On Friday, the First Minister had a nasty run-in with Channel 4 News reporter Ciaran Jenkins, who had the temerity not only to ask her a question but to ask her one she couldn’t answer. How much was she claiming it would cost to set up an independent Scotland? Blank stare. She had forgotten, though in fairness it’s not easy to recall a number that was plucked at random in the first place.

Sturgeon glared with cold fury at her interrogator. I’m not saying Ciaran hasn’t been heard from since but all his family asks is that it’s a nice gulag. Deliciously, at the very moment Sturgeon was being skewered on Channel 4, delegates were passing a resolution backing Glasgow’s bid to be the broadcaster’s new HQ.

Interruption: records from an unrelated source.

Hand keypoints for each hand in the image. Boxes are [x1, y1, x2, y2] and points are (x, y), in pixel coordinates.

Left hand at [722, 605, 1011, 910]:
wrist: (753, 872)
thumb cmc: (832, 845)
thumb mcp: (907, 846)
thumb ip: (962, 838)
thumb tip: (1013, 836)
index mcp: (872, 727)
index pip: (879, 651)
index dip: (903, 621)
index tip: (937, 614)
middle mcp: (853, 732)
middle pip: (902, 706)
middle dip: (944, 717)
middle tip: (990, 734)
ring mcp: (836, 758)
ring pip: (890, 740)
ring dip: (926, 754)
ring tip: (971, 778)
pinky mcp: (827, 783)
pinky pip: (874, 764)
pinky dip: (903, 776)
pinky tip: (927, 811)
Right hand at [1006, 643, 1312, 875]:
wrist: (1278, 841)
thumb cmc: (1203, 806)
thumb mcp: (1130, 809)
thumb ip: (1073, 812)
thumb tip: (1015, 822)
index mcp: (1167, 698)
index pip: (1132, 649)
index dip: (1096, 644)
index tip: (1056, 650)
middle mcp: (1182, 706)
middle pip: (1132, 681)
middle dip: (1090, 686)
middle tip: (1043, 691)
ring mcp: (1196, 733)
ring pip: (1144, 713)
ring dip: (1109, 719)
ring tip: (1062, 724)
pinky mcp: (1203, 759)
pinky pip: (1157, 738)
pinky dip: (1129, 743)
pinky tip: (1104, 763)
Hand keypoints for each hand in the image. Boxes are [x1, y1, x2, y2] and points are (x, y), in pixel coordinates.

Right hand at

Elsewhere, Derek Mackay continued his long-running battle with Gerry Fisher, a veteran member who has been remitting back motions since Robert McIntyre was a lad. As party business convener, it’s Mackay’s job to get conference through the agenda on time. As Gerry Fisher, it’s Fisher’s job to do everything in his power to prevent that happening. If Scotland voted for independence, he’d remit back on a technicality. Many regard him as a tedious pettifogger but he’s an annual highlight for those of us who appreciate bolshy pensioners and independent minds.

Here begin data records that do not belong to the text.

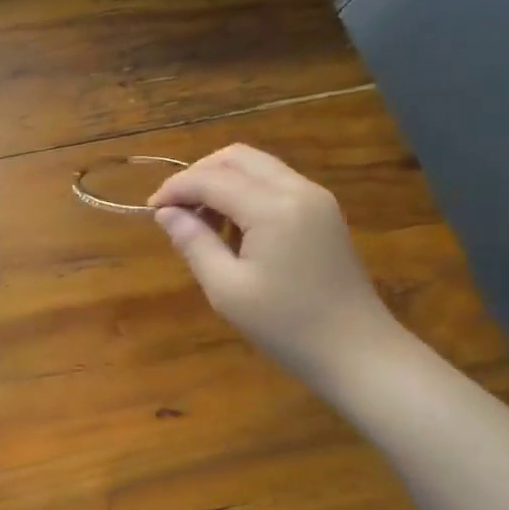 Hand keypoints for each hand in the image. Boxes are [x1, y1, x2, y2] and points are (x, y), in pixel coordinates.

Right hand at [149, 145, 398, 380]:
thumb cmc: (286, 326)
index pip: (212, 179)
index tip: (151, 209)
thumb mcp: (227, 289)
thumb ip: (194, 243)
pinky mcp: (322, 213)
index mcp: (273, 208)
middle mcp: (297, 190)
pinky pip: (275, 184)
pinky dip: (245, 193)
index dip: (176, 188)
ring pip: (257, 167)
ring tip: (201, 221)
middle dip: (199, 174)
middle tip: (175, 208)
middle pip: (237, 158)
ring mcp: (316, 199)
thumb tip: (166, 213)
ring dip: (222, 182)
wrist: (357, 351)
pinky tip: (232, 228) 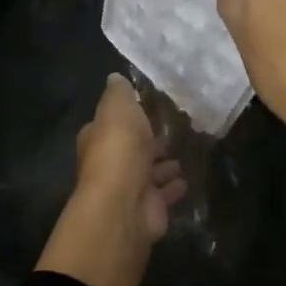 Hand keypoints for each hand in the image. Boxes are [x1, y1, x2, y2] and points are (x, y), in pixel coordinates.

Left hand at [37, 75, 185, 285]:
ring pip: (148, 172)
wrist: (124, 203)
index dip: (128, 117)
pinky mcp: (148, 207)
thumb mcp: (118, 108)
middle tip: (172, 131)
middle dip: (148, 142)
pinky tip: (186, 179)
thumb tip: (116, 78)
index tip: (149, 108)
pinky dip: (173, 187)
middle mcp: (110, 163)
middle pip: (131, 149)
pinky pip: (164, 193)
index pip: (111, 124)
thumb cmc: (119, 149)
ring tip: (182, 154)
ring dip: (162, 165)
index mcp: (98, 138)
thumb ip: (119, 93)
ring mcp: (129, 187) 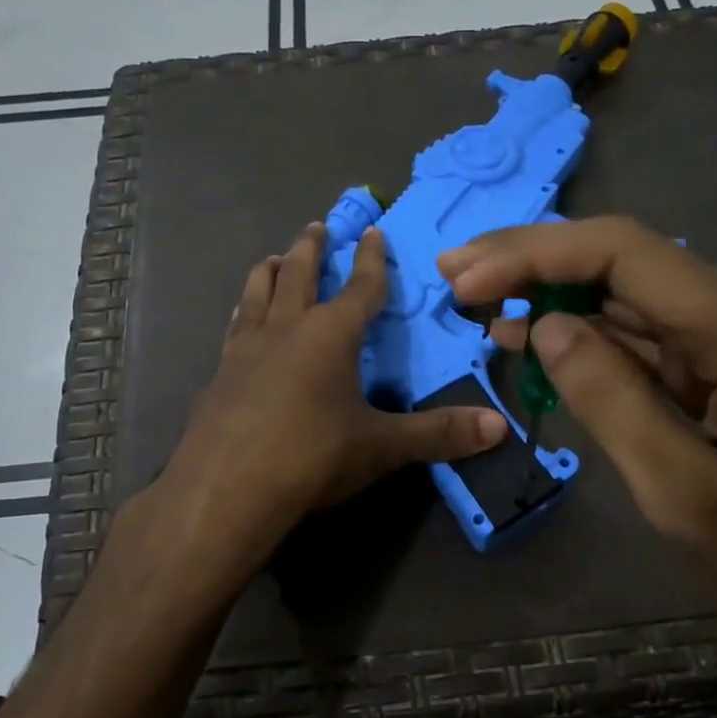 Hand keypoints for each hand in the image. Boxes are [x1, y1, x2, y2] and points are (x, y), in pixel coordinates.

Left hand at [162, 223, 506, 559]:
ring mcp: (244, 350)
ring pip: (257, 294)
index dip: (372, 260)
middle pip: (300, 275)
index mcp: (330, 335)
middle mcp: (285, 329)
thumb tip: (499, 428)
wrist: (225, 490)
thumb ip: (438, 434)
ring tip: (275, 259)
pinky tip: (239, 325)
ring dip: (270, 272)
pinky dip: (242, 316)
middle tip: (317, 226)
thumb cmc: (311, 457)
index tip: (373, 231)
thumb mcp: (381, 446)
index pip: (360, 288)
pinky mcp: (217, 377)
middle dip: (312, 248)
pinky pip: (233, 331)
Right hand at [439, 216, 716, 670]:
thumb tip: (544, 327)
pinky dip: (582, 333)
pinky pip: (641, 335)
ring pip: (624, 291)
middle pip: (619, 257)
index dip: (533, 256)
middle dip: (532, 259)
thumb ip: (608, 398)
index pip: (620, 252)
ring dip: (551, 291)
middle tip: (455, 274)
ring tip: (478, 305)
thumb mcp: (680, 489)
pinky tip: (533, 340)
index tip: (464, 282) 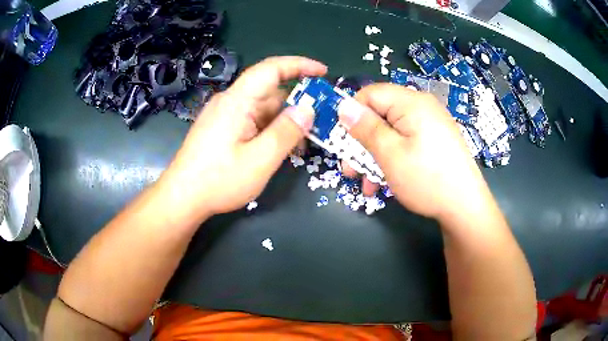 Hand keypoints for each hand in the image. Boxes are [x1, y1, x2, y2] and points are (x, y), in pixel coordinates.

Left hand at [159, 56, 326, 220]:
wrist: (182, 198)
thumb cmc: (218, 181)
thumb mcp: (259, 160)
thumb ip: (286, 132)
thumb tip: (308, 109)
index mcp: (237, 101)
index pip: (271, 69)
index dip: (299, 65)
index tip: (323, 72)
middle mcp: (230, 102)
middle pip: (269, 92)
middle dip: (296, 105)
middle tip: (318, 125)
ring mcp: (224, 115)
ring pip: (262, 109)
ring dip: (283, 122)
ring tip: (300, 145)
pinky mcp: (221, 128)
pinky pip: (251, 121)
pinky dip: (268, 130)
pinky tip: (276, 149)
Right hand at [339, 83, 492, 220]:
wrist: (465, 207)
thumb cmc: (427, 179)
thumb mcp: (390, 154)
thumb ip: (365, 128)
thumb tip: (344, 106)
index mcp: (411, 102)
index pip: (370, 94)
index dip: (352, 114)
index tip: (342, 140)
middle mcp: (421, 108)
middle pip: (380, 115)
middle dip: (361, 142)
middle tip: (349, 169)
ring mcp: (430, 125)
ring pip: (391, 133)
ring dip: (374, 157)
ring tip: (365, 183)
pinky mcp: (434, 141)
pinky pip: (405, 143)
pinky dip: (392, 159)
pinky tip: (383, 183)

Clara Ponsatí took the stage to a standing ovation, accompanied by her lawyer Aamer Anwar. The 61-year-old is being sought by Spanish authorities on charges of rebellion and misappropriation of funds for her role in arranging last year’s unilateral referendum in Catalonia. Madrid turned the rozzers on Catalan voters — and was allowed to by the bold democrats of the EU — and now wants us to believe Ponsatí is a dangerous subversive. Granny Sedition nervously cried ‘thank you’ over and over, before heading back down the road to St Andrews University, where she is Head of Economics. A regular Lev Kamenev, that one.

Even so, there’s something unseemly about the way the SNP keeps wheeling her out like the Mother Teresa of separatism. She wasn’t there on Saturday to be shown solidarity but to serve as warm-up act for Nicola Sturgeon. ‘A referendum is never illegal in a democracy,’ the soft-spoken academic declared, and the building almost shook at the roar. Ponsatí is being used to signal that the SNP aren’t a bunch of insular parochialists.

When folk who think the differences between people in Coldstream and Cornhill-on-Tweed are so irreconcilable that we need to erect a border between the two start to call themselves internationalists, you know irony has built a wall and is making the rest of us pay for it.